Once we have defined our null hypothesis and alternative hypothesis, we can use P-value to test the significance of our hypothesis. The P-value is the probability of obtaining the observed result or a more extreme result, assuming that the null hypothesis is true.
如果 P 值小于显著性水平(通常设置为 0.05),那么我们拒绝零假设并接受备选假设。这意味着这两个变量之间存在显着的关系。另一方面,如果 P 值大于显著性水平,那么我们未能拒绝零假设,并得出结论,即这两个变量之间没有显着关系。
If the P-value is less than the significance level (usually set at 0.05), then we reject the null hypothesis and accept the alternative hypothesis. This means that there is a significant relationship between the two variables. On the other hand, if the P-value is greater than the significance level, then we fail to reject the null hypothesis and conclude that there is no significant relationship between the two variables.
Implementation of P-value in Python
Python 提供了多个用于统计分析和假设检验的库。最流行的统计分析库之一是 scipy 库。scipy 库提供了一个名为 ttest_ind() 的函数,可用于计算两个独立样本的 P 值。
Python provides several libraries for statistical analysis and hypothesis testing. One of the most popular libraries for statistical analysis is the scipy library. The scipy library provides a function called ttest_ind() that can be used to calculate the P-value for two independent samples.
为了演示机器学习中 p 值的实现,我们将使用由 scikit-learn 提供的乳腺癌数据集。此数据集的目标是基于肿瘤半径、纹理、周长、面积、光滑度、致密性、凹性和对称性等各种特征来预测乳腺肿瘤是恶性还是良性的。
To demonstrate the implementation of p-value in Machine Learning, we will use the breast cancer dataset provided by scikit-learn. The goal of this dataset is to predict whether a breast tumor is malignant or benign based on various features such as the tumor’s radius, texture, perimeter, area, smoothness, compactness, concavity, and symmetry.
首先,我们将加载数据集并将其拆分为训练集和测试集 -
First, we will load the dataset and split it into training and testing sets −
from sklearn.datasets import load_breast_cancer
from sklearn.model_selection import train_test_split
data = load_breast_cancer()
X = data.data
y = data.target
X_train, X_test, y_train, y_test = train_test_split(X, y, test_size=0.2, random_state=42)
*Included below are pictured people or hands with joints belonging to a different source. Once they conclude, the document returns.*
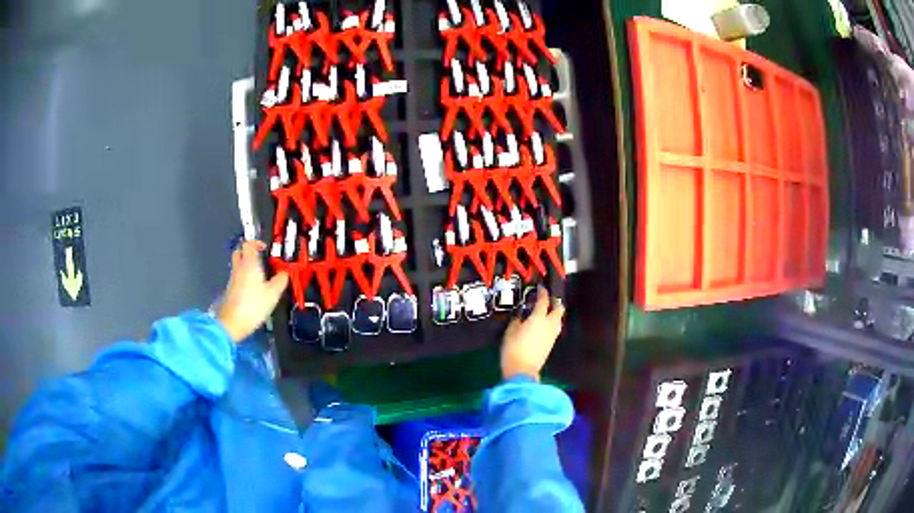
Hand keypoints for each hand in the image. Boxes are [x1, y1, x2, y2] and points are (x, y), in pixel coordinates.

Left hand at [216, 240, 288, 342]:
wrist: (232, 323)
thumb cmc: (253, 305)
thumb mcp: (273, 294)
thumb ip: (281, 280)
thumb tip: (285, 273)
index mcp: (249, 264)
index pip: (249, 244)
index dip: (256, 243)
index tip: (264, 248)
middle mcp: (239, 268)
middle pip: (239, 251)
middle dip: (249, 251)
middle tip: (260, 257)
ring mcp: (233, 279)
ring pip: (238, 264)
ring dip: (247, 264)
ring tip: (260, 274)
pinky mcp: (230, 289)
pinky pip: (237, 276)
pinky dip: (244, 276)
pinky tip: (253, 287)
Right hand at [500, 286, 564, 380]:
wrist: (522, 370)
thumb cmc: (514, 348)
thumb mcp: (511, 330)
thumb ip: (518, 319)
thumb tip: (522, 315)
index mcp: (539, 317)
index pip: (544, 300)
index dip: (543, 292)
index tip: (541, 288)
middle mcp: (549, 324)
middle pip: (558, 309)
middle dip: (555, 302)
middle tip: (548, 299)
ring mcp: (552, 334)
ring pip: (558, 319)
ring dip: (554, 313)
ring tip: (546, 312)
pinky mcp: (551, 343)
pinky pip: (555, 328)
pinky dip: (552, 323)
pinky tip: (544, 325)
接下来,我们将使用 scikit-learn 中的 SelectKBest 类根据其 p 值选择前 k 个特征。在这里,我们将选择前 5 个特征 -
Next, we will use the SelectKBest class from scikit-learn to select the top k features based on their p-values. Here, we will select the top 5 features −
from sklearn.feature_selection import SelectKBest, f_classif
k = 5
selector = SelectKBest(score_func=f_classif, k=k)
X_train_new = selector.fit_transform(X_train, y_train)
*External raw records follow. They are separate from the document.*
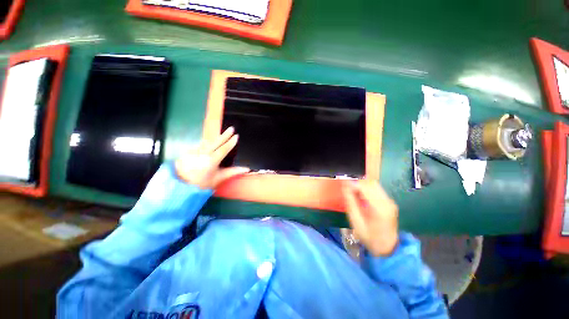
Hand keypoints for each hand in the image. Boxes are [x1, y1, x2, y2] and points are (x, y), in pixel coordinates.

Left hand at [175, 127, 249, 188]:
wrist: (181, 185)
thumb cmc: (203, 183)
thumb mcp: (219, 178)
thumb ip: (233, 172)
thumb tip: (246, 169)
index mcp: (211, 161)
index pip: (223, 149)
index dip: (231, 142)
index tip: (236, 136)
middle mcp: (202, 153)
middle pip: (215, 142)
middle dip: (224, 135)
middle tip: (231, 128)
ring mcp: (194, 151)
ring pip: (207, 142)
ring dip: (215, 138)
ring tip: (223, 134)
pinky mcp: (188, 151)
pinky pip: (200, 145)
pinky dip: (207, 144)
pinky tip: (210, 144)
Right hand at [342, 180, 398, 256]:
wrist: (388, 248)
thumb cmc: (370, 237)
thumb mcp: (356, 221)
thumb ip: (351, 202)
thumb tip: (345, 186)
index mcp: (379, 208)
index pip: (365, 187)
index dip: (353, 183)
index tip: (343, 184)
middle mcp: (387, 202)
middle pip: (371, 183)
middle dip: (357, 182)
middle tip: (347, 188)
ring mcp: (390, 201)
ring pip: (374, 184)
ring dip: (361, 184)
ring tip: (353, 191)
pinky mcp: (389, 202)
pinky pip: (376, 189)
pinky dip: (366, 188)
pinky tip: (360, 195)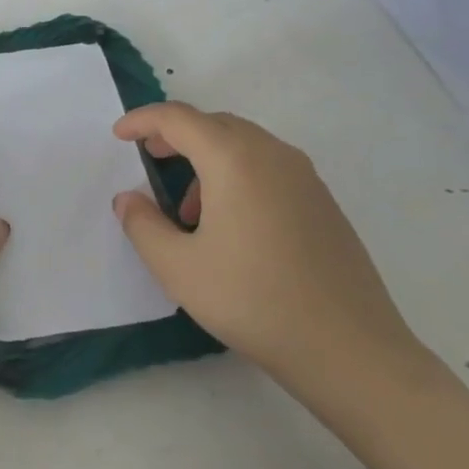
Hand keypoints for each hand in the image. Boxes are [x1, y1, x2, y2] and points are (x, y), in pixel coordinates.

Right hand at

X_test_new = selector.transform(X_test)
SelectKBest 类将得分函数作为输入以计算每个特征的 p 值。我们使用 f_classif 函数,它是每个特征和目标变量之间的 ANOVA F 值。k 参数指定要选择的前 n 个特征的数量。
The SelectKBest class takes a score function as input to calculate the p-values for each feature. We use the f_classif function, which is the ANOVA F-value between each feature and the target variable. The k parameter specifies the number of top features to select.
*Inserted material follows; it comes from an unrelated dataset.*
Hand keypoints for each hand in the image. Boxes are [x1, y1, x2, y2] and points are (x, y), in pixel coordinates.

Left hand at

在训练数据上拟合选择器后,我们使用 fit_transform() 方法转换数据,以仅保持前 k 个特征。我们还使用 transform() 方法转换测试数据以仅保留选定的特征。
After fitting the selector on the training data, we transform the data to keep only the top k features using the fit_transform() method. We also transform the testing data to keep only the selected features using the transform() method.
我们现在可以在选定的特征上训练模型并评估其性能 -
We can now train a model on the selected features and evaluate its performance −
from sklearn.linear_model import LogisticRegression
from sklearn.metrics import accuracy_score
model = LogisticRegression()
model.fit(X_train_new, y_train)
y_pred = model.predict(X_test_new)
accuracy = accuracy_score(y_test, y_pred)
print(f"Accuracy: {accuracy:.2f}")
在此示例中,我们在选定的前 5 个特征上训练了一个逻辑回归模型,并使用准确度评估其性能。但是,p 值也可用于假设检验,以确定特征是否具有统计显着性。
In this example, we trained a logistic regression model on the top 5 selected features and evaluated its performance using accuracy. However, the p-value can also be used for hypothesis testing to determine whether a feature is statistically significant or not.
例如,要检验平均半径特征是否显着的假设,我们可以使用 scipy.stats 模块中的 ttest_ind() 函数 -
For example, to test the hypothesis that the mean radius feature is significant, we can use the ttest_ind() function from the scipy.stats module −
from scipy.stats import ttest_ind
malignant = X[y == 0, 0]
benign = X[y == 1, 0]
t, p_value = ttest_ind(malignant, benign)
print(f"P-value: {p_value:.2f}")
ttest_ind() 函数将两个数组作为输入并返回 t 统计量和双尾 p 值。
The ttest_ind() function takes two arrays as input and returns the t-statistic and the two-tailed p-value.